** Input records **
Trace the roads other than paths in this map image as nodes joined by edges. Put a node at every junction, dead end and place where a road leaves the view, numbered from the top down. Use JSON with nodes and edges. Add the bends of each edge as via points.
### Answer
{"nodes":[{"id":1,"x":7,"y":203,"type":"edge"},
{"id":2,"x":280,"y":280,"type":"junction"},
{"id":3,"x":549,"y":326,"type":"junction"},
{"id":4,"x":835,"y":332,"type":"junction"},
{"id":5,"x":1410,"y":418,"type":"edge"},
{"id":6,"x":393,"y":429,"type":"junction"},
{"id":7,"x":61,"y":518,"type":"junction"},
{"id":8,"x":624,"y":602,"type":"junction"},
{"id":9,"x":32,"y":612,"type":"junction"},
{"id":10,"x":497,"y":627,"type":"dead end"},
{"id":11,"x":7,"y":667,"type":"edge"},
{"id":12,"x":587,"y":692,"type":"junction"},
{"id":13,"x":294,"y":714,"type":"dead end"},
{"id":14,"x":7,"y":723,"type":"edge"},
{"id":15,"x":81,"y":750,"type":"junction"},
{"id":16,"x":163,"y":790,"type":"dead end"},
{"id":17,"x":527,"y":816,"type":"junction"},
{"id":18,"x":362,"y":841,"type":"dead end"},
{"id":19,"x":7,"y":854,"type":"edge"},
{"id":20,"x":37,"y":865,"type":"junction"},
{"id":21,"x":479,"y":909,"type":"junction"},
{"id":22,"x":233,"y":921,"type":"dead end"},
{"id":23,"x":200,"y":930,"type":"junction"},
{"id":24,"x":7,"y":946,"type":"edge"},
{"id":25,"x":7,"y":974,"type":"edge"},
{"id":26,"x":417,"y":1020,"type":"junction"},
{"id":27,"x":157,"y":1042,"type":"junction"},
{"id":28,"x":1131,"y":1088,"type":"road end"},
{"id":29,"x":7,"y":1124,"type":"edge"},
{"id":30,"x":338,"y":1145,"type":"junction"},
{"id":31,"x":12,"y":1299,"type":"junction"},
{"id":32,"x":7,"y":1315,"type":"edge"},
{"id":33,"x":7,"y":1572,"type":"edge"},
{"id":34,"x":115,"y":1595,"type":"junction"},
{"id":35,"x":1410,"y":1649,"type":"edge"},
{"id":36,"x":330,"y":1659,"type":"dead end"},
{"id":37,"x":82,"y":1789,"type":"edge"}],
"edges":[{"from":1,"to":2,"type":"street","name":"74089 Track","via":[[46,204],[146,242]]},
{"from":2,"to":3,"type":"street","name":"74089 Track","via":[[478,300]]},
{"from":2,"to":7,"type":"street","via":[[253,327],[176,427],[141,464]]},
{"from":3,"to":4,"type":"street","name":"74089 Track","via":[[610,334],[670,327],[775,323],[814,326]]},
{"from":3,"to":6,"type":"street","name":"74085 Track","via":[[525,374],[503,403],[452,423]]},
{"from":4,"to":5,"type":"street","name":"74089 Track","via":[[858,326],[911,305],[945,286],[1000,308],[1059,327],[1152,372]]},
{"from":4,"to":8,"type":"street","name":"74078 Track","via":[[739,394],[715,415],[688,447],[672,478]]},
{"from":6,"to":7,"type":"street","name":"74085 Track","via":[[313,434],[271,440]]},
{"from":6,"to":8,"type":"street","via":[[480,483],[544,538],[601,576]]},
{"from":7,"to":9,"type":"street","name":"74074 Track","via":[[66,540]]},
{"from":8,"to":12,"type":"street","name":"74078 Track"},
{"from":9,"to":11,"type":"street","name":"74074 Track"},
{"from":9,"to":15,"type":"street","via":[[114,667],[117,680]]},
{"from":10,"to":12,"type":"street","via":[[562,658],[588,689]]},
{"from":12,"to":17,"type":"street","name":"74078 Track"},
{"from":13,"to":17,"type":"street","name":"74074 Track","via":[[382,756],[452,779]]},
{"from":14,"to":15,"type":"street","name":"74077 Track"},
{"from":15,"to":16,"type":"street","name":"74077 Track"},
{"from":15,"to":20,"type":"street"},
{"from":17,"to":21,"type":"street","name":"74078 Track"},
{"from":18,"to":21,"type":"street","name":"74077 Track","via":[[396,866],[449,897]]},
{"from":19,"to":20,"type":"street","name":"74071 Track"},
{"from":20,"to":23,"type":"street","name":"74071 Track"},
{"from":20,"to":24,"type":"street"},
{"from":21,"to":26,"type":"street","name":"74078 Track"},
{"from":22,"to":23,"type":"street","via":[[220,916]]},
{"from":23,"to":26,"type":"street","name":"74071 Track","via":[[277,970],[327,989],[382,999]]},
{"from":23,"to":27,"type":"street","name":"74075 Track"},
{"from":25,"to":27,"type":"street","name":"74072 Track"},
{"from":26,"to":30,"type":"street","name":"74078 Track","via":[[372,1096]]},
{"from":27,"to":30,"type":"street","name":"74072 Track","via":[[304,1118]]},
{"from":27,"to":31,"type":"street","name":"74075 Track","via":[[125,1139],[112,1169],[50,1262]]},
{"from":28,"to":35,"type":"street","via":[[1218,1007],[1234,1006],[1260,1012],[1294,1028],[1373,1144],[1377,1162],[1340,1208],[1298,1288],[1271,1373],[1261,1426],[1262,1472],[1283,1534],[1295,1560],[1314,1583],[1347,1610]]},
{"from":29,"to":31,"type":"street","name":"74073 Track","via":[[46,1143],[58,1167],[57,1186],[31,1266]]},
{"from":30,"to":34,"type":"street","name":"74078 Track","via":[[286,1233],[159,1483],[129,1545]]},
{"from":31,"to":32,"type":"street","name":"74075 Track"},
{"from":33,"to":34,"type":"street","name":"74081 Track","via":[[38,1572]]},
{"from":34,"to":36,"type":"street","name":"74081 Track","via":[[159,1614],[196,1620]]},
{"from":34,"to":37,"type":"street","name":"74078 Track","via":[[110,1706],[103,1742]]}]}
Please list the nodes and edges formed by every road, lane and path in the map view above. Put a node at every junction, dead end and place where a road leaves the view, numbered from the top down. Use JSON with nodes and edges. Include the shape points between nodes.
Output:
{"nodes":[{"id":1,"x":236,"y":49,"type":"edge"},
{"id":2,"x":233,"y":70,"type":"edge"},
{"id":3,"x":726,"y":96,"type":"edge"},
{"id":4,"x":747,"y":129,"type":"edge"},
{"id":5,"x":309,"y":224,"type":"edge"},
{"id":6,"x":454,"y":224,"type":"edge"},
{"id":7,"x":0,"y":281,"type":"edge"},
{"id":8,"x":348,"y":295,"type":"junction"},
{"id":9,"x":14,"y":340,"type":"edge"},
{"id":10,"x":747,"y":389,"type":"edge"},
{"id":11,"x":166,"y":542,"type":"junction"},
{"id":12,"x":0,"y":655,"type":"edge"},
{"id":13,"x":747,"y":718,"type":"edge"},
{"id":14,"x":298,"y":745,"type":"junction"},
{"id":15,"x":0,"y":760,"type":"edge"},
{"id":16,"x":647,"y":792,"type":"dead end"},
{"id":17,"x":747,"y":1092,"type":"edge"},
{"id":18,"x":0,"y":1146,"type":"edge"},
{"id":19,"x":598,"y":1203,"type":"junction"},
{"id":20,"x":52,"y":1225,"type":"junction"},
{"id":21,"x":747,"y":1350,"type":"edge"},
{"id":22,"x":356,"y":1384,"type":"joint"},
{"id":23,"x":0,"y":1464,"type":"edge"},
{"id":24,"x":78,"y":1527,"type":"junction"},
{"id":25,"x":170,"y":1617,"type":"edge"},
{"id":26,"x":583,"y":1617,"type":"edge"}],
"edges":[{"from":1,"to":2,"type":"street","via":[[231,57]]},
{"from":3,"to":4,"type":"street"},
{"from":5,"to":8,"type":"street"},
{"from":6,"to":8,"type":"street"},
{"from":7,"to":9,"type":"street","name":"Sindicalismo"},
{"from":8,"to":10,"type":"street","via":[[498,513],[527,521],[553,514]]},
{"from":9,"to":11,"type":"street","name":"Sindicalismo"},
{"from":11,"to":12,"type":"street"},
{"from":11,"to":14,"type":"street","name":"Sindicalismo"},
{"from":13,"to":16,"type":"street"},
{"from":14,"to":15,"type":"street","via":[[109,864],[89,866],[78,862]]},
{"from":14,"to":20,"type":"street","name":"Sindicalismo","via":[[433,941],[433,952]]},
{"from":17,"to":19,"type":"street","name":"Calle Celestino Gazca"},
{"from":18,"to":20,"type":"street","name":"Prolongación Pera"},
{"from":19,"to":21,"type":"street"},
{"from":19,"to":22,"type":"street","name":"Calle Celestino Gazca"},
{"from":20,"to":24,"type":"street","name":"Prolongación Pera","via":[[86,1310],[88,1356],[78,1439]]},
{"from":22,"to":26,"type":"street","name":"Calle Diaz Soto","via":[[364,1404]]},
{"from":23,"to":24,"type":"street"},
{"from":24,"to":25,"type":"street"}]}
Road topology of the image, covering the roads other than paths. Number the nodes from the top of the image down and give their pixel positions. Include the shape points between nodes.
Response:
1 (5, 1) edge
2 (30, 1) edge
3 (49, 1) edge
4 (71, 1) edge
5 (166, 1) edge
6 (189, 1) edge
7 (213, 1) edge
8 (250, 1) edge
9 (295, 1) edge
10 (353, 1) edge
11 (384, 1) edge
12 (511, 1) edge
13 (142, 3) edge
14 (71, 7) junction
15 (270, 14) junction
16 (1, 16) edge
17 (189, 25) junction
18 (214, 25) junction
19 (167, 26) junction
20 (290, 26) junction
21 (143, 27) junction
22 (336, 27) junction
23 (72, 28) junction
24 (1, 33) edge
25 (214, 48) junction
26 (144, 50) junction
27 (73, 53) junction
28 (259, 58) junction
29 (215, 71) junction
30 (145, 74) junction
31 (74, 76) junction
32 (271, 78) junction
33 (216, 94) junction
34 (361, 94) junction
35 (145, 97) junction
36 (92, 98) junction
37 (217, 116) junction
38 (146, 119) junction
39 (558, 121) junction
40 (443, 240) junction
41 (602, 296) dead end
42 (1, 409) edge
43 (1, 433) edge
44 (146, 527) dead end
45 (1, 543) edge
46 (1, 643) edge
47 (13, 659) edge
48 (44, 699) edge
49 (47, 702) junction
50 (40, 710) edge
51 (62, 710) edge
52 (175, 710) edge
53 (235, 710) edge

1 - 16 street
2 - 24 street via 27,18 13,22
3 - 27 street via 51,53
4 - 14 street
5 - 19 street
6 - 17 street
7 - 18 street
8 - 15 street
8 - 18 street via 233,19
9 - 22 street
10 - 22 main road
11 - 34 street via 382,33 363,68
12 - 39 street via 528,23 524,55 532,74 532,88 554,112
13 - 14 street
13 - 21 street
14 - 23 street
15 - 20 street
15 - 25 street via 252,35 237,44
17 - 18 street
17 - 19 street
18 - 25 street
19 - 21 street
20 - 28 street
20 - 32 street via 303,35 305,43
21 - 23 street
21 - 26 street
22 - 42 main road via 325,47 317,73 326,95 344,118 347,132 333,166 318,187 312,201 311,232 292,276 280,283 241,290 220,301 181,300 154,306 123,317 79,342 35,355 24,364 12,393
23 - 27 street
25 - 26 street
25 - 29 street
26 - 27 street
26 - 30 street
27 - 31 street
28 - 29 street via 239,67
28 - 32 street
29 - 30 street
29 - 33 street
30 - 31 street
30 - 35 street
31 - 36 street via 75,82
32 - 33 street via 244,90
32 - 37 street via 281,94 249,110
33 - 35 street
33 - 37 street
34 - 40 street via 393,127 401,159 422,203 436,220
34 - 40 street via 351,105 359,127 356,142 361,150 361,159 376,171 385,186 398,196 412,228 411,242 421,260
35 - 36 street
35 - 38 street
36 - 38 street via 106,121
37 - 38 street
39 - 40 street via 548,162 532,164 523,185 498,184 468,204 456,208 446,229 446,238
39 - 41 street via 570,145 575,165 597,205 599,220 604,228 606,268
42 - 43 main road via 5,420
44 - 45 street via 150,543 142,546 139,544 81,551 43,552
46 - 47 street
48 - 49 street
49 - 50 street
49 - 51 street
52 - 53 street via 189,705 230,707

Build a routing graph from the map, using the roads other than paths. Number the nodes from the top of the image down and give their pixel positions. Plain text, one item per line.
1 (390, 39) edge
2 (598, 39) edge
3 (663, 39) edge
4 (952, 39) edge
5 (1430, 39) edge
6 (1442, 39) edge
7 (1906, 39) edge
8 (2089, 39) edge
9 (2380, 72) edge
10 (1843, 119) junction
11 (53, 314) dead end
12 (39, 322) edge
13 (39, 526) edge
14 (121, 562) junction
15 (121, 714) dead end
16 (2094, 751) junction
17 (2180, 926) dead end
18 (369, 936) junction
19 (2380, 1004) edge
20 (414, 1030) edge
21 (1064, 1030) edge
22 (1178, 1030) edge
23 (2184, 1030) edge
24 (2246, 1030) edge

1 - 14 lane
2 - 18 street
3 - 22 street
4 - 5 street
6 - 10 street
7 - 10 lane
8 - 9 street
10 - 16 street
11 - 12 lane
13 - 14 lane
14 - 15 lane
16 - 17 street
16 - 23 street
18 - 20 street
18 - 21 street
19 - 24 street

** Task directions **
Return each line of the material above that holds the string "give".

** Solution to the problem **
Road topology of the image, covering the roads other than paths. Number the nodes from the top of the image down and give their pixel positions. Include the shape points between nodes.
Build a routing graph from the map, using the roads other than paths. Number the nodes from the top of the image down and give their pixel positions. Plain text, one item per line.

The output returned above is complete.